[Opening Material provided section]

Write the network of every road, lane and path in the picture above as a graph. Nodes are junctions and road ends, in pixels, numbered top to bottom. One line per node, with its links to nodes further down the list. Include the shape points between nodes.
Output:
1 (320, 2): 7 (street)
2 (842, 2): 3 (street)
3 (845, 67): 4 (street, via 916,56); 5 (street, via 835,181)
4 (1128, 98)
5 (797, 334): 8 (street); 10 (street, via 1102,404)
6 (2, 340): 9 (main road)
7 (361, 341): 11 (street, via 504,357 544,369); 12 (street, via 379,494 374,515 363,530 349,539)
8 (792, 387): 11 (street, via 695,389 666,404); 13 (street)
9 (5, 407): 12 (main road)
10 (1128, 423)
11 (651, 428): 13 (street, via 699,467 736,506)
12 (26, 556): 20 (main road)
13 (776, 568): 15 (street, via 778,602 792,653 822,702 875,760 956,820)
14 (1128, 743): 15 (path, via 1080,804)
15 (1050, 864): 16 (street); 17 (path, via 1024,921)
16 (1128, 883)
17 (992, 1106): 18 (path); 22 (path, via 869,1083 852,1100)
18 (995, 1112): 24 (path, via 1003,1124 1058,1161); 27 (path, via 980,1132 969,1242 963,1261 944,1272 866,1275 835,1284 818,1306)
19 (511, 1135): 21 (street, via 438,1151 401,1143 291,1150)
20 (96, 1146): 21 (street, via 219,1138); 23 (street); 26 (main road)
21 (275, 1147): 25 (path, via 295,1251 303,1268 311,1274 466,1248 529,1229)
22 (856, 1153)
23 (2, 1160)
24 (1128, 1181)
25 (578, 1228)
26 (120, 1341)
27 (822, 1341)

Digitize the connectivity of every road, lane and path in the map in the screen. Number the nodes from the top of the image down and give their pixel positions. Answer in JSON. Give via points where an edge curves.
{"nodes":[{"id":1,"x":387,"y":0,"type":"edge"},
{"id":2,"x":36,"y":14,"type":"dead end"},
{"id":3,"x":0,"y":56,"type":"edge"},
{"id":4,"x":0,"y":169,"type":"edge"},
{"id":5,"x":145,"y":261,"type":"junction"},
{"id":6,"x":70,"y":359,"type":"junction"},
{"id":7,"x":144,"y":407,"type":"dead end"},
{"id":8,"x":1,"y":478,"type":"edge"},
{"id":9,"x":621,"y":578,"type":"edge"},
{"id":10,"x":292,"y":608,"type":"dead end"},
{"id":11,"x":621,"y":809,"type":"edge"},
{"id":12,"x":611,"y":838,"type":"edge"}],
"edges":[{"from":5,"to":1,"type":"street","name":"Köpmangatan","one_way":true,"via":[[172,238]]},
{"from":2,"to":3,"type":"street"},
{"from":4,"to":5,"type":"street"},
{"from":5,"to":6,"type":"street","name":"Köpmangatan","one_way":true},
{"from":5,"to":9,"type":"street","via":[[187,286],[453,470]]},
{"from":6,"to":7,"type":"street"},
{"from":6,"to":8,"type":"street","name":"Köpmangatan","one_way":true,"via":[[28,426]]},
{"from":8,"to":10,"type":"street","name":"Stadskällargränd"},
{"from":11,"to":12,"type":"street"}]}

[Closing Material provided section]

After the last line of the data, restate all the entries verbatim.

Write the network of every road, lane and path in the picture above as a graph. Nodes are junctions and road ends, in pixels, numbered top to bottom. One line per node, with its links to nodes further down the list. Include the shape points between nodes.
Output:
1 (320, 2): 7 (street)
2 (842, 2): 3 (street)
3 (845, 67): 4 (street, via 916,56); 5 (street, via 835,181)
4 (1128, 98)
5 (797, 334): 8 (street); 10 (street, via 1102,404)
6 (2, 340): 9 (main road)
7 (361, 341): 11 (street, via 504,357 544,369); 12 (street, via 379,494 374,515 363,530 349,539)
8 (792, 387): 11 (street, via 695,389 666,404); 13 (street)
9 (5, 407): 12 (main road)
10 (1128, 423)
11 (651, 428): 13 (street, via 699,467 736,506)
12 (26, 556): 20 (main road)
13 (776, 568): 15 (street, via 778,602 792,653 822,702 875,760 956,820)
14 (1128, 743): 15 (path, via 1080,804)
15 (1050, 864): 16 (street); 17 (path, via 1024,921)
16 (1128, 883)
17 (992, 1106): 18 (path); 22 (path, via 869,1083 852,1100)
18 (995, 1112): 24 (path, via 1003,1124 1058,1161); 27 (path, via 980,1132 969,1242 963,1261 944,1272 866,1275 835,1284 818,1306)
19 (511, 1135): 21 (street, via 438,1151 401,1143 291,1150)
20 (96, 1146): 21 (street, via 219,1138); 23 (street); 26 (main road)
21 (275, 1147): 25 (path, via 295,1251 303,1268 311,1274 466,1248 529,1229)
22 (856, 1153)
23 (2, 1160)
24 (1128, 1181)
25 (578, 1228)
26 (120, 1341)
27 (822, 1341)

Digitize the connectivity of every road, lane and path in the map in the screen. Number the nodes from the top of the image down and give their pixel positions. Answer in JSON. Give via points where an edge curves.
{"nodes":[{"id":1,"x":387,"y":0,"type":"edge"},
{"id":2,"x":36,"y":14,"type":"dead end"},
{"id":3,"x":0,"y":56,"type":"edge"},
{"id":4,"x":0,"y":169,"type":"edge"},
{"id":5,"x":145,"y":261,"type":"junction"},
{"id":6,"x":70,"y":359,"type":"junction"},
{"id":7,"x":144,"y":407,"type":"dead end"},
{"id":8,"x":1,"y":478,"type":"edge"},
{"id":9,"x":621,"y":578,"type":"edge"},
{"id":10,"x":292,"y":608,"type":"dead end"},
{"id":11,"x":621,"y":809,"type":"edge"},
{"id":12,"x":611,"y":838,"type":"edge"}],
"edges":[{"from":5,"to":1,"type":"street","name":"Köpmangatan","one_way":true,"via":[[172,238]]},
{"from":2,"to":3,"type":"street"},
{"from":4,"to":5,"type":"street"},
{"from":5,"to":6,"type":"street","name":"Köpmangatan","one_way":true},
{"from":5,"to":9,"type":"street","via":[[187,286],[453,470]]},
{"from":6,"to":7,"type":"street"},
{"from":6,"to":8,"type":"street","name":"Köpmangatan","one_way":true,"via":[[28,426]]},
{"from":8,"to":10,"type":"street","name":"Stadskällargränd"},
{"from":11,"to":12,"type":"street"}]}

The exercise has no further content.